Reliability of ‘scientific’ evidence

From SAI Global Litigation Newsfeed 30/05/14:

Upcoming High Court Decisions to Determine Limits on Questionable Scientific Evidence

The Australian reports that the High Court will be ruling on the use of questionable scientific evidence in courtrooms in two upcoming cases.

In Honeysett v The Queen, the Court will reportedly consider “whether ‘face mapping’ or ‘body mapping’ from CCTV footage constitutes ‘specialised knowledge’ within the meaning of the Evidence Act 1995 (NSW)”. University of NSW legal professor Gary Edmond reportedly questioned the validity of body mapping as an identification technique, particularly in relation to “low-quality CCTV images where the person’s wearing a disguise”. Professor Edmond reportedly noted that research on unfamiliar face-matching has shown that those with experience performed no better than ordinary people, and opined that the NSW courts need to include a requirement for reliability in specialised knowledge.

In Fitzgerald v The Queen, the Court will reportedly consider the strength of DNA matches as scientific evidence.
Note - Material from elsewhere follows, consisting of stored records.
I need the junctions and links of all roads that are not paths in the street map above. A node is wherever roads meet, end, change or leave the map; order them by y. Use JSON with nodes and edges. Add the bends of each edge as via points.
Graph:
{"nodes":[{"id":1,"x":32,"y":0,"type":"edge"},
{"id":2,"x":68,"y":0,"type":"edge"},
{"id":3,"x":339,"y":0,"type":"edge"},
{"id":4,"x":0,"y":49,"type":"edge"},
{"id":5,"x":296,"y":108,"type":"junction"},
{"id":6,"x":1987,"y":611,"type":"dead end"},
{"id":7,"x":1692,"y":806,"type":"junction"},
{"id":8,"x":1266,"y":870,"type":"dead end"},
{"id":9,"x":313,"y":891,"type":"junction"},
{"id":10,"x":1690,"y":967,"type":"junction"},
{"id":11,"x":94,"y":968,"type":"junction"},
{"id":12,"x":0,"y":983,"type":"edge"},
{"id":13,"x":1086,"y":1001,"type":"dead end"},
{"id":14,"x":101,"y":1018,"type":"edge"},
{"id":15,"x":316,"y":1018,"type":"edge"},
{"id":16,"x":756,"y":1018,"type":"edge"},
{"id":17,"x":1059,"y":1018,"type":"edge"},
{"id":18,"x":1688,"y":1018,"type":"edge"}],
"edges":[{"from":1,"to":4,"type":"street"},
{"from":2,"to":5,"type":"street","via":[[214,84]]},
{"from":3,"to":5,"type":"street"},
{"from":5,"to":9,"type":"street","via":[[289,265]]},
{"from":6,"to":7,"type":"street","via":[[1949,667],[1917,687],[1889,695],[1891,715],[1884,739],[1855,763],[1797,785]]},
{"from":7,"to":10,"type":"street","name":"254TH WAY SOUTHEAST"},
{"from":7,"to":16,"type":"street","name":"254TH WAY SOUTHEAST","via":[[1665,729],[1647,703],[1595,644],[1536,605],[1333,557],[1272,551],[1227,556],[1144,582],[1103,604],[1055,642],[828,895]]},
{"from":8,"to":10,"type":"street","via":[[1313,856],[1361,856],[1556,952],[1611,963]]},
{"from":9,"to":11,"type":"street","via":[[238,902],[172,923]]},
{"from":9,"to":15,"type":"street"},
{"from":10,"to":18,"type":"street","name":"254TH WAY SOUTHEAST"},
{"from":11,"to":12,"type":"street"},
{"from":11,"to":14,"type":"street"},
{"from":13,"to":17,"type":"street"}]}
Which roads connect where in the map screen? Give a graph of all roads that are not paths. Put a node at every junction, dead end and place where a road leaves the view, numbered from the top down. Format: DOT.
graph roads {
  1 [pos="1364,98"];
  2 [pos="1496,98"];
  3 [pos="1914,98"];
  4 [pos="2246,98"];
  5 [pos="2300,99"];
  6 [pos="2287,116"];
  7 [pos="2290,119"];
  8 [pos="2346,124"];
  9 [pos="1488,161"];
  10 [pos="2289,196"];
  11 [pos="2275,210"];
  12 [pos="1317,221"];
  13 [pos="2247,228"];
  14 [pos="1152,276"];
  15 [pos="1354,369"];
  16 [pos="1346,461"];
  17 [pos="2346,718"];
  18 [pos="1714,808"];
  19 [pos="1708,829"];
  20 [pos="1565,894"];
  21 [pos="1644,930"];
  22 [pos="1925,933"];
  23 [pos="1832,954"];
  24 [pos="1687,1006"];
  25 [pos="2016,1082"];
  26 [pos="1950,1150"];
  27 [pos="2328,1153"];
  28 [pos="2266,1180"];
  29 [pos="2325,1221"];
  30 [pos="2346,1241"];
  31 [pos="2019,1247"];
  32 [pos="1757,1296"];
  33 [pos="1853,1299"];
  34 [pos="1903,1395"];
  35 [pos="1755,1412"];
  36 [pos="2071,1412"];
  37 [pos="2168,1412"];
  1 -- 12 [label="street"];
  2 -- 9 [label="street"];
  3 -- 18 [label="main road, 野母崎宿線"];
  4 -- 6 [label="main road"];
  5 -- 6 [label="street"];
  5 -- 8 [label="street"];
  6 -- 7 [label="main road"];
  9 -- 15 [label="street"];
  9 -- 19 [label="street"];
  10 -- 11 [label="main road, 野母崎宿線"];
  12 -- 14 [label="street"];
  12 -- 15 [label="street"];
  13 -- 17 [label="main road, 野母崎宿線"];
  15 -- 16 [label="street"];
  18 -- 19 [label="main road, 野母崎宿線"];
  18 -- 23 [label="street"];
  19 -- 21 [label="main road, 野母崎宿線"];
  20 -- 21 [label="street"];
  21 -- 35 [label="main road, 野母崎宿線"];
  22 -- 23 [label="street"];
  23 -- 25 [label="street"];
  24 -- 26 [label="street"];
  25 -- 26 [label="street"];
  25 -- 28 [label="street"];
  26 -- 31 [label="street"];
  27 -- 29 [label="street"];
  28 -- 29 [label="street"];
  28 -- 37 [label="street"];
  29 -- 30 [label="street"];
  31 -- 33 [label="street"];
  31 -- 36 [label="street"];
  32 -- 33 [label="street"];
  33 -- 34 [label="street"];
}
Reportedly, Charles Sturt University professor Jane Goodman-Delahunty expressed concern that jurors may be “blinded by science”, stating that juries do not tend to show the same degree of caution in relation to DNA evidence as they do in regards to other circumstantial evidence. Professor Goodman-Delahunty reportedly said that even strong scientific evidence of a DNA match is not proof that the accused was at a crime scene, while DNA consultant Brian McDonald opined that courts should not use DNA to convict someone with a total lack of corroborating evidence.

This could have significant implications for the practice of manufacturing ‘scientific’ evidence and presenting it as unchallengeable.  While the criminal cases appear to be in a slightly different context, there should be significant concerns about the increasing practice of commissioning ‘junk science’ to muddy the waters over the pleaded case and defence.